------ Records provided ------
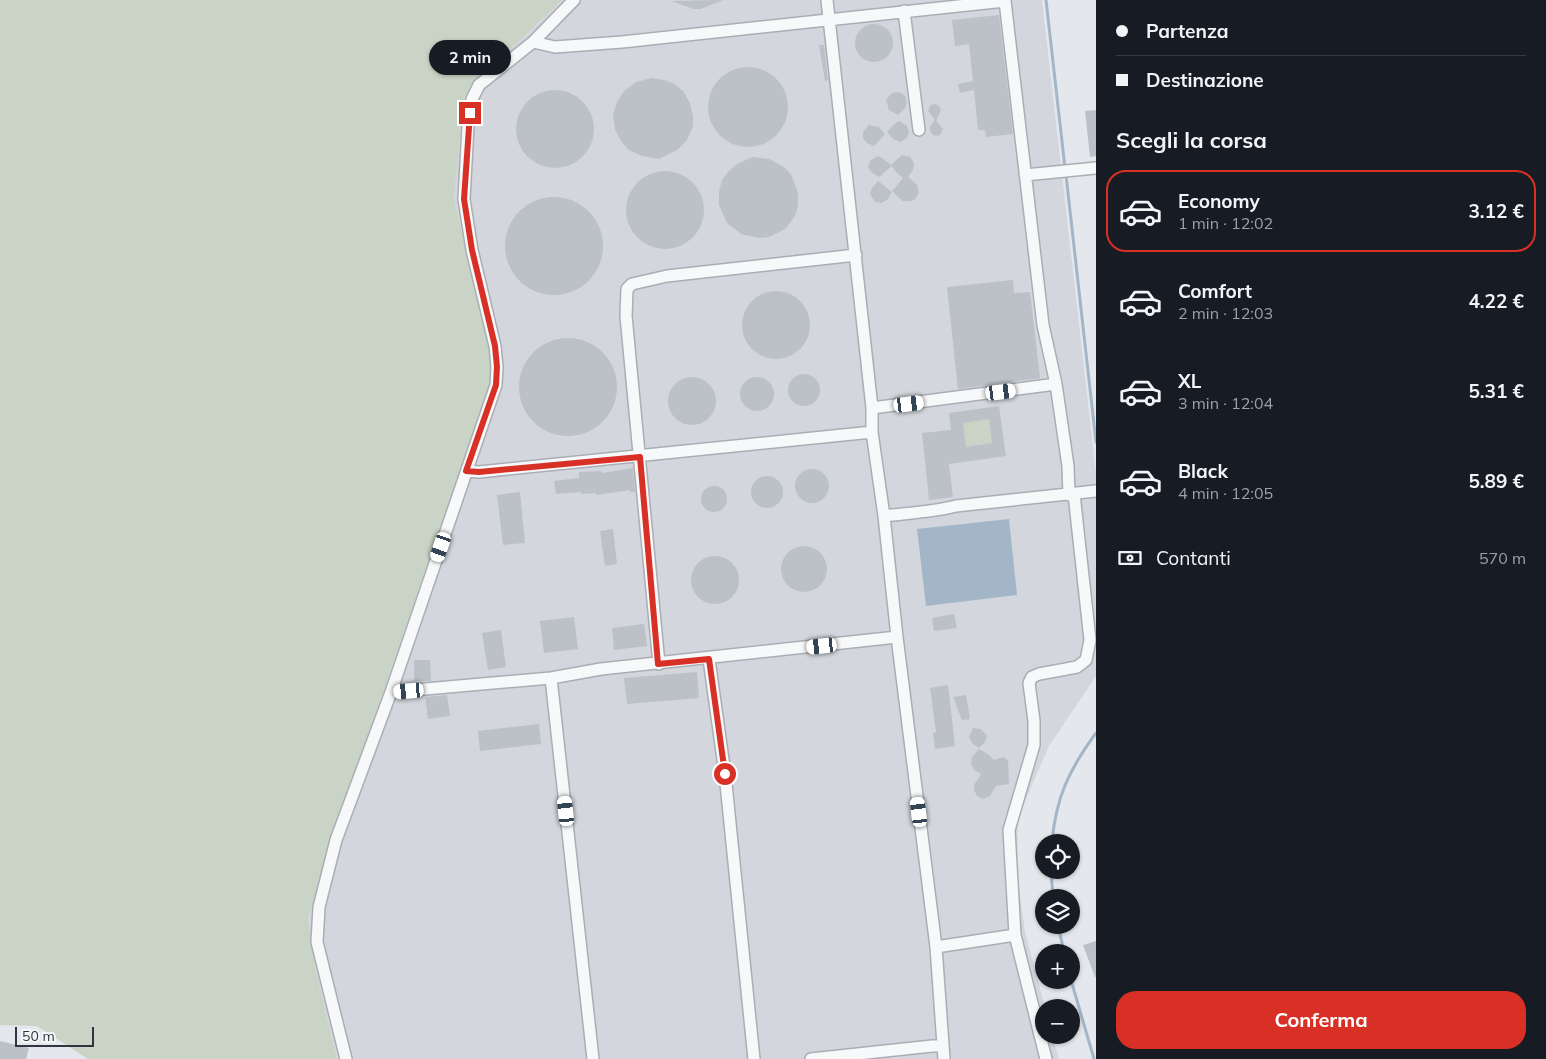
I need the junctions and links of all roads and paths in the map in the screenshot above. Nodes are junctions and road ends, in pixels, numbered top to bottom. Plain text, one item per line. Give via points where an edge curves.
1 (574, 0) edge
2 (827, 0) edge
3 (904, 11) junction
4 (829, 19) junction
5 (533, 42) junction
6 (919, 130) dead end
7 (1096, 168) edge
8 (1025, 175) junction
9 (856, 255) junction
10 (1056, 384) junction
11 (872, 408) junction
12 (872, 432) junction
13 (640, 457) junction
14 (466, 471) junction
15 (1081, 493) edge
16 (884, 516) junction
17 (897, 637) junction
18 (709, 659) junction
19 (658, 664) junction
20 (551, 678) junction
21 (391, 692) junction
22 (1015, 935) junction
23 (936, 947) junction
24 (943, 1046) junction
25 (346, 1059) edge
26 (593, 1059) edge
27 (754, 1059) edge
28 (811, 1059) edge
29 (944, 1059) edge
30 (1046, 1059) edge

1 - 5 street
2 - 4 street
3 - 4 street
3 - 6 street
3 - 8 street via 1004,1
4 - 5 street via 622,42 555,47
4 - 9 street
5 - 14 street via 479,85 472,99 464,199 497,367 496,385
7 - 8 street
8 - 10 street via 1043,325
9 - 11 street
9 - 13 street via 667,276 632,284 627,289 626,316
10 - 11 street
10 - 15 street via 1068,466
11 - 12 street
12 - 13 street
12 - 16 street
13 - 14 street
13 - 19 street
14 - 21 street
15 - 16 street
15 - 22 street via 1090,640 1086,660 1077,667 1038,674 1029,683 1034,745 1009,830
16 - 17 street
17 - 18 street
17 - 23 street
18 - 19 street
18 - 27 street via 725,774
19 - 20 street
20 - 21 street
20 - 26 street
21 - 25 street via 336,840 319,907 317,942
22 - 23 street
22 - 30 street
23 - 24 street
24 - 28 street
24 - 29 street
------
— Problem description —
The records above must be retyped exactly. Please omit the pictures.

— Response —
I need the junctions and links of all roads and paths in the map in the screenshot above. Nodes are junctions and road ends, in pixels, numbered top to bottom. Plain text, one item per line. Give via points where an edge curves.
1 (574, 0) edge
2 (827, 0) edge
3 (904, 11) junction
4 (829, 19) junction
5 (533, 42) junction
6 (919, 130) dead end
7 (1096, 168) edge
8 (1025, 175) junction
9 (856, 255) junction
10 (1056, 384) junction
11 (872, 408) junction
12 (872, 432) junction
13 (640, 457) junction
14 (466, 471) junction
15 (1081, 493) edge
16 (884, 516) junction
17 (897, 637) junction
18 (709, 659) junction
19 (658, 664) junction
20 (551, 678) junction
21 (391, 692) junction
22 (1015, 935) junction
23 (936, 947) junction
24 (943, 1046) junction
25 (346, 1059) edge
26 (593, 1059) edge
27 (754, 1059) edge
28 (811, 1059) edge
29 (944, 1059) edge
30 (1046, 1059) edge

1 - 5 street
2 - 4 street
3 - 4 street
3 - 6 street
3 - 8 street via 1004,1
4 - 5 street via 622,42 555,47
4 - 9 street
5 - 14 street via 479,85 472,99 464,199 497,367 496,385
7 - 8 street
8 - 10 street via 1043,325
9 - 11 street
9 - 13 street via 667,276 632,284 627,289 626,316
10 - 11 street
10 - 15 street via 1068,466
11 - 12 street
12 - 13 street
12 - 16 street
13 - 14 street
13 - 19 street
14 - 21 street
15 - 16 street
15 - 22 street via 1090,640 1086,660 1077,667 1038,674 1029,683 1034,745 1009,830
16 - 17 street
17 - 18 street
17 - 23 street
18 - 19 street
18 - 27 street via 725,774
19 - 20 street
20 - 21 street
20 - 26 street
21 - 25 street via 336,840 319,907 317,942
22 - 23 street
22 - 30 street
23 - 24 street
24 - 28 street
24 - 29 street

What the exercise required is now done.